(WHAT IS BEING ASKED): The part to set down runs from the first line of the data below through the line with "ring mcp: (560, 88)", inclusive; write it exactly and leave out the pictures.

(THE INPUT):
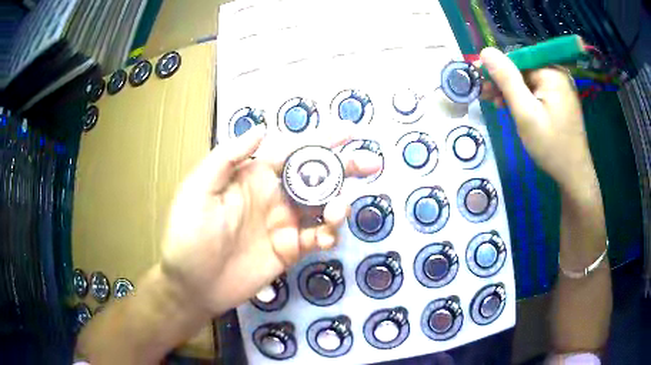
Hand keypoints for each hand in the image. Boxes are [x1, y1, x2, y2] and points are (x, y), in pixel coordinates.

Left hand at [159, 126, 381, 315]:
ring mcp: (284, 224)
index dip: (321, 140)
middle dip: (344, 167)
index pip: (293, 151)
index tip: (348, 133)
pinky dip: (329, 234)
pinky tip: (327, 235)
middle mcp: (274, 196)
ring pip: (322, 206)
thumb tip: (261, 128)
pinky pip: (317, 237)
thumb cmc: (189, 234)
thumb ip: (228, 157)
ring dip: (339, 204)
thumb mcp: (199, 189)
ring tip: (339, 210)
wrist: (193, 284)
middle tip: (370, 163)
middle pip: (316, 176)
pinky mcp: (289, 249)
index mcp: (254, 176)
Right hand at [479, 47, 594, 190]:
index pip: (517, 59)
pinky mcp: (560, 100)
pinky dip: (523, 99)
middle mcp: (557, 74)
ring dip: (511, 91)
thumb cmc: (551, 146)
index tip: (477, 79)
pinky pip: (537, 92)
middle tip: (484, 95)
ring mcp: (560, 88)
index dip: (495, 68)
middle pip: (523, 70)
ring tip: (496, 104)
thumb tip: (486, 52)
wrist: (574, 175)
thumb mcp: (525, 113)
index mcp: (551, 72)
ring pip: (528, 82)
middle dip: (503, 82)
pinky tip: (513, 108)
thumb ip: (507, 80)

(TASK RESPONSE):
Hand keypoints for each hand in the image. Boxes are [x1, y1, x2, y2] and points are (x, y), in pixel coordinates.

Left hand at [159, 126, 381, 315]:
ring mcp: (284, 224)
index dip: (321, 140)
middle dip: (344, 167)
index pip: (293, 151)
index tip: (348, 133)
pinky dip: (329, 234)
pinky tip: (327, 235)
middle mcp: (274, 196)
ring pip: (322, 206)
thumb tip: (261, 128)
pinky pip: (317, 237)
thumb cmc: (189, 234)
thumb ip: (228, 157)
ring dip: (339, 204)
thumb mcp: (199, 189)
ring tip: (339, 210)
wrist: (193, 284)
middle tip: (370, 163)
middle pip: (316, 176)
pinky mcp: (289, 249)
index mcp: (254, 176)
Right hand at [479, 47, 594, 190]:
index pip: (517, 59)
pinky mcp: (560, 100)
pinky dip: (523, 99)
middle mcp: (557, 74)
ring dip: (511, 91)
thumb cmc: (551, 146)
index tip: (477, 79)
pinky pip: (537, 92)
middle tip: (484, 95)
ring mcp: (560, 88)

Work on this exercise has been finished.